似乎是要出门,浑身都是妖异的张扬——锦葵紫的一身廓形衣袍,茜素深红的龙牙花花样,密密麻麻大朵大朵地绽放,浓深至冶,三千墨发懒懒地束在脑后,同样浓重的眉眼下,似是用了银朱和粉红胭脂画笔,从眼角斜斜勾勒至眼尾,在鬓角盛开出一朵小巧的悬铃花,衬得那一双无边潋滟的紫眸,满是不可言说的诡美与妖华。

见着夙堇起身,浓密的睫羽一垂,以眼神示意夙堇跟上,沉珏则是淡淡地一撩衣袖,迈着悠悠然的步子,衣摆处的茜素深红龙牙花缓缓拂动,向着殿外而去。

夙堇咂了咂嘴,看了一眼那道娆娆艶华的颀长身影,小爪子一抬,也慢慢悠悠地跟了上去。

——

群魔乱舞节。

从名字便可以想象得到,乃是一个盛大无比的舞会节日,类似于狂欢之日,不过却是更加富有些特色。

最为重要的是,这舞会节日,有着一个特定的传统——除了魔君,便只有魔界的八大族派,才有资格参加。

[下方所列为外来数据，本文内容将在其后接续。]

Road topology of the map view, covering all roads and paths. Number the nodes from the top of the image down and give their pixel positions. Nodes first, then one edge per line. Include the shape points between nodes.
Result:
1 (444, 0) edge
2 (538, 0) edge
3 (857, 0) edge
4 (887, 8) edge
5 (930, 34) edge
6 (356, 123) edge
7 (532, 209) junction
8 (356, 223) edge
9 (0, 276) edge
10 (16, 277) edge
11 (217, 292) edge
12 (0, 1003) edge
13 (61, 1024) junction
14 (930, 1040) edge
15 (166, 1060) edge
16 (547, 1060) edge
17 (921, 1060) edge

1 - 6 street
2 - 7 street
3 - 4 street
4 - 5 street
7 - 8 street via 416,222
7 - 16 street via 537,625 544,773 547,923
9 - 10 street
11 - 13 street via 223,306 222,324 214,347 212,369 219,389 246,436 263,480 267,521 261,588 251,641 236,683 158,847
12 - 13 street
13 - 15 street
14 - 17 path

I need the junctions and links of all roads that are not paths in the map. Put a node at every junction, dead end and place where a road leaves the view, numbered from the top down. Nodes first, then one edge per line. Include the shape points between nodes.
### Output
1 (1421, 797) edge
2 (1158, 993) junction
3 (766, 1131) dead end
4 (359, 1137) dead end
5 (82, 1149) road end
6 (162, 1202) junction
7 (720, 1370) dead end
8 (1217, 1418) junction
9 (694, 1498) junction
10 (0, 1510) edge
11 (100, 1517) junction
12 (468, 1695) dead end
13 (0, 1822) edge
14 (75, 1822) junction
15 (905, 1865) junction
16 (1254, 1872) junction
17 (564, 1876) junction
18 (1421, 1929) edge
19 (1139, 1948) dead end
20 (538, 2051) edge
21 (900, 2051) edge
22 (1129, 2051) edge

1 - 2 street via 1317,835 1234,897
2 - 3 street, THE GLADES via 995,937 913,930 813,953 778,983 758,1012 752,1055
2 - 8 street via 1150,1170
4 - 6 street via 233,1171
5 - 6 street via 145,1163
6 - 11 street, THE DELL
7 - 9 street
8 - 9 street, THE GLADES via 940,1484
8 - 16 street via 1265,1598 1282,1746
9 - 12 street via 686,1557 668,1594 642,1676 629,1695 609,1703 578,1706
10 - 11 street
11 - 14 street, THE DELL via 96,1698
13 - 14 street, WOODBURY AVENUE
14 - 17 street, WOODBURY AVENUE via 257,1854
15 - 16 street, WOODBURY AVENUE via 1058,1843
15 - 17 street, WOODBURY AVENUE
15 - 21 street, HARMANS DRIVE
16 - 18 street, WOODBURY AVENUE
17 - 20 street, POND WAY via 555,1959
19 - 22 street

历年都是魔君会到场,做个开幕之前必要的露面,而后便是正式舞会的开始。

八大族派,分别是狸族、猫族、狐族、蛇族、貂族、狼族、貘族,本来最开始是还有个翼族的存在,不过后来被灭,族派已经除去,已经很多年都没有出现过了。

借着这机会,也可以面见魔君,上报些有关族派发展的相关事宜。

毕竟,平常若是想要面见魔君一面,是极其不容易的事情。

而这一日,便又到了群魔乱舞节。

偌大的圆台,由中心向外延展开去,无人可知其边际在何处,地面上铺着玲珑白玉,熠熠生光,似明月一般,内嵌金珠,凿地为莲,朵朵成五茎莲花的模样,千朵万朵,花瓣鲜活剔透,连花蕊也细腻可辨,用蓝田暖玉凿成,想必赤足踏上也会只觉温润不觉沁凉,直如步步生玉莲一般,穷工极丽的奢靡。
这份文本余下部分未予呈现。